OK, sometimes I just absolutely LOVE TM !!! The above problem was so easily solved with TM's Snippet functionality that I feel ashamed I didn't think about it earlier.
Bold Snippet: Code: [b]`echo $TM_SELECTED_TEXT`$0[/b] Key Equivelent: Cmd+B
replace the 'b' with 'i', 'u' and so on for all the others.
Time spent creating a working solution once I worked out how = 2 minutes !! Try to do that with any other code/text editor !! Is it even possible ??
On 25 Jan 2005, at 11:29, Allan Odgaard wrote:
When I do emacs marks it should be possible to do a naive version with a macro (search back, copy tag, back to mark, paste/modify). When I do full backwards searching for regular expressions, it should even be possible to do a version that accommodates nesting (and scripting support will be yet another solution).
But of course none of that helps you currently...
Well, you did by making TM such a wonderful app !!! When I get rich, I'll buy you a Ferrari ! :)
Kind regards,
Mats
---- "TextMate, coding with an incredible sense of joy and ease" - www.macromates.com -
According to Mats Persson:
minutes !! Try to do that with any other code/text editor !! Is it even possible ??
Everything is possible within emacs. I still use TM on my Mac, thanks :-)
On 25. jan 2005, at 14:54, Ollivier Robert wrote:
According to Mats Persson:
minutes !! Try to do that with any other code/text editor !! Is it even possible ??
Everything is possible within emacs. I still use TM on my Mac, thanks :-)
Yes... of course, since emacs has a complete language built in. In the future I would like to see a built-in language in TM also (although, please not Lisp.. and NOT AppleScript) :-).
On Jan 25, 2005, at 16:43, Sune Foldager wrote:
Yes... of course, since emacs has a complete language built in. In the future I would like to see a built-in language in TM also (although, please not Lisp.. and NOT AppleScript) :-).
Then we're left with Brainfuck! [1]
Btw: I saw questions about TM features in comp.editors.emacs! :)

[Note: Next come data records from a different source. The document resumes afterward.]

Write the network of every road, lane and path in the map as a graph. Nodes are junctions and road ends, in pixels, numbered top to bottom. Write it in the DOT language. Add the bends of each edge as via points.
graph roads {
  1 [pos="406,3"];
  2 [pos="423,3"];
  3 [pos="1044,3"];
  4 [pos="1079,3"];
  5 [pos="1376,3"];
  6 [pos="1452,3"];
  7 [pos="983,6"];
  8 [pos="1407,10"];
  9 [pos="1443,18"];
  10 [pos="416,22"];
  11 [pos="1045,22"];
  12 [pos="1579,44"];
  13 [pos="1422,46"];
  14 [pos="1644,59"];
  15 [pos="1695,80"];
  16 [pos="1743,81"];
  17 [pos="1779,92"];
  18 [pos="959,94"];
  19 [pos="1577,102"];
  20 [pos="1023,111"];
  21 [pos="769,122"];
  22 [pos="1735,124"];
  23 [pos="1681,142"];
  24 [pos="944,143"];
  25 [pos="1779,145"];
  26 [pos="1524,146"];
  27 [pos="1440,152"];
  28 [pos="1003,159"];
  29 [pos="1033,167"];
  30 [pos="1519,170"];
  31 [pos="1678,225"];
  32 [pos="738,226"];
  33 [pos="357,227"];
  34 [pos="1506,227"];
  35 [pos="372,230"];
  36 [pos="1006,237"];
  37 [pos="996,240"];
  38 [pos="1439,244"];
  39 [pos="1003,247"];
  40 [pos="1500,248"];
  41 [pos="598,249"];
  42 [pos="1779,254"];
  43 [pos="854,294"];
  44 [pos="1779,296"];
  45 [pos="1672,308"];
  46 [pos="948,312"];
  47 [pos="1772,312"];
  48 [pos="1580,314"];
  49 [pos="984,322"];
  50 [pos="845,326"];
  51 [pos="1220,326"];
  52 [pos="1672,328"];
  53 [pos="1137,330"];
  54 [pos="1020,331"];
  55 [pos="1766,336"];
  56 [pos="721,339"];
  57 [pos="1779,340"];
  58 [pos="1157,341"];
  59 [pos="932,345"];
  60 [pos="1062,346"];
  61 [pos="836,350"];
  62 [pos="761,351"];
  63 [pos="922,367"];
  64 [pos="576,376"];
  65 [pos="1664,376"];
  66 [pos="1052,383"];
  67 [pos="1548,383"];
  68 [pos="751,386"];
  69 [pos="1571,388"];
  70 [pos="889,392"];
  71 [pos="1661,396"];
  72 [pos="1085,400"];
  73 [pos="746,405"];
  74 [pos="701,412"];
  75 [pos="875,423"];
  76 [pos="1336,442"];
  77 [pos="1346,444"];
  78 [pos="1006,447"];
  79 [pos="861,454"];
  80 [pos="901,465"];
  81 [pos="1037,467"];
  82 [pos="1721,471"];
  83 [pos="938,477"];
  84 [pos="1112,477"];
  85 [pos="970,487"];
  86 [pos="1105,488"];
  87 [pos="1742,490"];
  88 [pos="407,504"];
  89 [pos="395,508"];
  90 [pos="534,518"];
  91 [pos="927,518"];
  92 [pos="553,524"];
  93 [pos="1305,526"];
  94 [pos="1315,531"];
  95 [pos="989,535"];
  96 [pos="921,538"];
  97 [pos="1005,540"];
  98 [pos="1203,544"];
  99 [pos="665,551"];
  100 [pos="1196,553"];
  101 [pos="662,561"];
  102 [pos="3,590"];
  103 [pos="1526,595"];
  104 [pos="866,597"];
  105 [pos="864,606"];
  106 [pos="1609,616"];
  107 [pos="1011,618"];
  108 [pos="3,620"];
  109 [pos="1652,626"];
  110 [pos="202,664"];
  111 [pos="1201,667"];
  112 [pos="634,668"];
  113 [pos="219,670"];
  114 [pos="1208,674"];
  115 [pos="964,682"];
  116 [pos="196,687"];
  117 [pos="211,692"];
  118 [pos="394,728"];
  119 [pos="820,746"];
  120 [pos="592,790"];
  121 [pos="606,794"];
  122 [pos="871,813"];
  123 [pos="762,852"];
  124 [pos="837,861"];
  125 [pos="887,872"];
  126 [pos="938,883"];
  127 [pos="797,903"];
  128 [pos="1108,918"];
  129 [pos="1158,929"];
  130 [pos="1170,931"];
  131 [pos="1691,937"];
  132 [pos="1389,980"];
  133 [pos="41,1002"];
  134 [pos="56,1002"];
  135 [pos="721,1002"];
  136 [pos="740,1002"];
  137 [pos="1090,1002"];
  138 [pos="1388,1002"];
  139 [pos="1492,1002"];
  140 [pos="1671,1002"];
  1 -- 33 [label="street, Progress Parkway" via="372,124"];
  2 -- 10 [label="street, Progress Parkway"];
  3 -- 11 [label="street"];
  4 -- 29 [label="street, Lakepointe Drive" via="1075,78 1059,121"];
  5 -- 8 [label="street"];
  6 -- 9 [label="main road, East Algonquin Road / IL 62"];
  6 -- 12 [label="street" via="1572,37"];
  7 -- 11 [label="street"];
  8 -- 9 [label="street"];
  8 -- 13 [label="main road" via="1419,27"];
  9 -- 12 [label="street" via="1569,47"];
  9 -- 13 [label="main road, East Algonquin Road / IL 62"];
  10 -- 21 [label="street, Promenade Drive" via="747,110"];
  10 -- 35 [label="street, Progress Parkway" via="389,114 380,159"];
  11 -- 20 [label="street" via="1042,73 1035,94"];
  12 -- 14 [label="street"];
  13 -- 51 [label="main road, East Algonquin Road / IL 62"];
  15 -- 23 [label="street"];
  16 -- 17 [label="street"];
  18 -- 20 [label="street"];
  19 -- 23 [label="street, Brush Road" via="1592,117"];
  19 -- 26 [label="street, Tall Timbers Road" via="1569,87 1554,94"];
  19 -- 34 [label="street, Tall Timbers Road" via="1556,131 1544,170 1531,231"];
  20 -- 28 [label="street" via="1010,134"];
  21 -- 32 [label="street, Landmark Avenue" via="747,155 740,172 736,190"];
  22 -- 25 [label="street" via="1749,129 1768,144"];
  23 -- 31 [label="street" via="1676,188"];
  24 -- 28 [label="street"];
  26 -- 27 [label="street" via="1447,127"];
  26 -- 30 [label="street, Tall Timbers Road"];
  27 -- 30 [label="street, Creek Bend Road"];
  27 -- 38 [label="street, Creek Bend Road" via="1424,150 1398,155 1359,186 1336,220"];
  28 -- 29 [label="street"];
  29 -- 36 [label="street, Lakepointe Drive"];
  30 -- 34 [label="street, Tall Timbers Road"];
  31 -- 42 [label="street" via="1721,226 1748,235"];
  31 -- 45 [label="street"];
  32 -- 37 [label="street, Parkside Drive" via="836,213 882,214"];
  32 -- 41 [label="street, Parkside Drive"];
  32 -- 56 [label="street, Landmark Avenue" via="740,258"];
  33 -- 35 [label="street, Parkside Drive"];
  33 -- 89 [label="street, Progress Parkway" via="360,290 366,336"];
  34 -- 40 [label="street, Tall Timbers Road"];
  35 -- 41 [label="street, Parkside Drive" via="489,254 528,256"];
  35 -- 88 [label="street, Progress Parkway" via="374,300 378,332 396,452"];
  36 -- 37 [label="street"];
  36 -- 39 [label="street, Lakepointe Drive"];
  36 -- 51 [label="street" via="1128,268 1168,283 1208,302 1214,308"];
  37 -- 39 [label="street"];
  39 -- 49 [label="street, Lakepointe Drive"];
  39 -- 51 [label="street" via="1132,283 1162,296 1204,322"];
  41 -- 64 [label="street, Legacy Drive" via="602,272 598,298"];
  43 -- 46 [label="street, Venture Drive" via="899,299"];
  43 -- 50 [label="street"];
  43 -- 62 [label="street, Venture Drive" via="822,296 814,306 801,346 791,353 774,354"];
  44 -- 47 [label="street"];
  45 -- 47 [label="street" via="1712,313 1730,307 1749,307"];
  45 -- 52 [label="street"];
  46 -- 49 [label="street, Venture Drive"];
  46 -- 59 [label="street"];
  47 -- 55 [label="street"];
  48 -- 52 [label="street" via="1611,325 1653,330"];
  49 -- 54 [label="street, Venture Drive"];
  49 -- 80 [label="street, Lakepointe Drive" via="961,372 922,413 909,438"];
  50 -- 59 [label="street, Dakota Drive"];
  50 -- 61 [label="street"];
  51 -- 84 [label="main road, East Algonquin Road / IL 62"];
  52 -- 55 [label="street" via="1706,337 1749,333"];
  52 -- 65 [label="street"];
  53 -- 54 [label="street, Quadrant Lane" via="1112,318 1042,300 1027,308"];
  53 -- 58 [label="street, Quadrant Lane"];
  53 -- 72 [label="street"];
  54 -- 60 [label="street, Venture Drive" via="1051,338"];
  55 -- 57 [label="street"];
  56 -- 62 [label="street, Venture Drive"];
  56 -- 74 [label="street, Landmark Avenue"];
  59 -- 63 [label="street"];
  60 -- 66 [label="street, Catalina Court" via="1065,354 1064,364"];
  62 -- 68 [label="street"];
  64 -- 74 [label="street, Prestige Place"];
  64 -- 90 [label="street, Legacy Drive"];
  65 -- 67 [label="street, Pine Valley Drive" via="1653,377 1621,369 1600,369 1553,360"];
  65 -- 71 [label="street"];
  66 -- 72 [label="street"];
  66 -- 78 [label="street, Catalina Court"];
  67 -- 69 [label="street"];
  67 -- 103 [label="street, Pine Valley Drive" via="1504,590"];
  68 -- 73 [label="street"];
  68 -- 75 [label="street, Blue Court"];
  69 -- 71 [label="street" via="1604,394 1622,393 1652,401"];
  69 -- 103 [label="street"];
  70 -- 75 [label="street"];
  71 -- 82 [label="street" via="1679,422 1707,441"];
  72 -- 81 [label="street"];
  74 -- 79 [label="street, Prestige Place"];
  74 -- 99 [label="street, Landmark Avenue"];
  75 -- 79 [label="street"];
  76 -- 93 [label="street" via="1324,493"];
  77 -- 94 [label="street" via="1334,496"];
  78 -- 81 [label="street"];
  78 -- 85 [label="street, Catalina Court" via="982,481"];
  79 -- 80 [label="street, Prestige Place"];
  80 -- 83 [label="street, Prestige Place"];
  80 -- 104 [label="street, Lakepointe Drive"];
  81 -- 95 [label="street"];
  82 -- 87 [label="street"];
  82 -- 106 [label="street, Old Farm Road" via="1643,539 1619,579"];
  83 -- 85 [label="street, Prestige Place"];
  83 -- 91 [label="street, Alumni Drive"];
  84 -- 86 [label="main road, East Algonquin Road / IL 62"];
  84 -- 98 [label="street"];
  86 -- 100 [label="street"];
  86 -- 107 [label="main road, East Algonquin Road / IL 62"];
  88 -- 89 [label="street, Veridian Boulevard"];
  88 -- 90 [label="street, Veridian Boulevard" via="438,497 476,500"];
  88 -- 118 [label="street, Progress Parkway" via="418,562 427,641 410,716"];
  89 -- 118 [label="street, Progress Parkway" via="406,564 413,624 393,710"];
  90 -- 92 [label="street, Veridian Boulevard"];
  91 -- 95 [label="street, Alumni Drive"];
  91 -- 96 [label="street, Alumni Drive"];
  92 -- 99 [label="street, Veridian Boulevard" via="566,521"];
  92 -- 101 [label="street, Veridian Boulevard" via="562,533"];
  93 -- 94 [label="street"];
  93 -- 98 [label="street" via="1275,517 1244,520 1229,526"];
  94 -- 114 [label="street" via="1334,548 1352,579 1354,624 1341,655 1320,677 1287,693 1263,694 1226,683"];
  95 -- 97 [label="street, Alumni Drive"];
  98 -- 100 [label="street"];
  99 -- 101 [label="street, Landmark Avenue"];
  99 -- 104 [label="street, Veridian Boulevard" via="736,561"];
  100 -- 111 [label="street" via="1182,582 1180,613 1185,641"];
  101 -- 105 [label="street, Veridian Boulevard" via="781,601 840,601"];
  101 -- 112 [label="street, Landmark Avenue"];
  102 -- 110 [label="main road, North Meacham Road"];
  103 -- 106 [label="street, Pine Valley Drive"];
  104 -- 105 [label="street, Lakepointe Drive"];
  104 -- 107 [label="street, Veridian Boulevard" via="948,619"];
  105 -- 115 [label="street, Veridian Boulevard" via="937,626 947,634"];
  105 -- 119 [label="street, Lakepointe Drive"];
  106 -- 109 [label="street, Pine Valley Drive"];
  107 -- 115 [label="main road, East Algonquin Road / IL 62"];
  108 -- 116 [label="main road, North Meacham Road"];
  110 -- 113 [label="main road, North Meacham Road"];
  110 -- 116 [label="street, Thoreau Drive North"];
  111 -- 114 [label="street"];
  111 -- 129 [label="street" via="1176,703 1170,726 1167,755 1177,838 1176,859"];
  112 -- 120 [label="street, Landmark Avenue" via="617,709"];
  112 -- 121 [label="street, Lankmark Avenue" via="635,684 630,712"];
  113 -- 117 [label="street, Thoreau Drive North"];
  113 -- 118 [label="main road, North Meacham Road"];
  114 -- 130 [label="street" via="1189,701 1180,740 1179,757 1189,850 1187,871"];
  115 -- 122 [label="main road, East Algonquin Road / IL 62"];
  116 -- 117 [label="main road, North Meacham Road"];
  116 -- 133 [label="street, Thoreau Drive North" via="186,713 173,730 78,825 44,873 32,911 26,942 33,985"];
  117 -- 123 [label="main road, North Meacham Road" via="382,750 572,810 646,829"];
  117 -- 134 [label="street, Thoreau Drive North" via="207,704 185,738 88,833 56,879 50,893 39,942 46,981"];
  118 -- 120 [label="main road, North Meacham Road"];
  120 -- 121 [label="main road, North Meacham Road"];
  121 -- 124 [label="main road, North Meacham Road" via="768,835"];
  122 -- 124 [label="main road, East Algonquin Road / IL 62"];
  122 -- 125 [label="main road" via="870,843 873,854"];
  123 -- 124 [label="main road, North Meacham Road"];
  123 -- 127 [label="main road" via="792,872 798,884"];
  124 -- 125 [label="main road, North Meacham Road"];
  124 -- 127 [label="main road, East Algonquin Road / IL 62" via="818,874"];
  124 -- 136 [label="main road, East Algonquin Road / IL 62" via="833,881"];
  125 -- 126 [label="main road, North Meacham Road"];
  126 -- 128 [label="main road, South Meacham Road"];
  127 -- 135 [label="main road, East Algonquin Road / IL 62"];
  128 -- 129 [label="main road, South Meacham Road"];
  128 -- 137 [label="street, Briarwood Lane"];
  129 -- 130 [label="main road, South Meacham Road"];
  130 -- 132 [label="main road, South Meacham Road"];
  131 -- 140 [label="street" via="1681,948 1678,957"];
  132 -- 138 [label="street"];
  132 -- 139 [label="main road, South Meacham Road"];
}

On 25 Jan 2005, at 15:47, Allan Odgaard wrote:
On Jan 25, 2005, at 16:43, Sune Foldager wrote:
Yes... of course, since emacs has a complete language built in. In the future I would like to see a built-in language in TM also (although, please not Lisp.. and NOT AppleScript) :-).
Then we're left with Brainfuck! [1]
Ruby! Ruby!
d
On 25. jan 2005, at 16:57, David Casal wrote:
On 25 Jan 2005, at 15:47, Allan Odgaard wrote:
On Jan 25, 2005, at 16:43, Sune Foldager wrote:
Yes... of course, since emacs has a complete language built in. In the future I would like to see a built-in language in TM also (although, please not Lisp.. and NOT AppleScript) :-).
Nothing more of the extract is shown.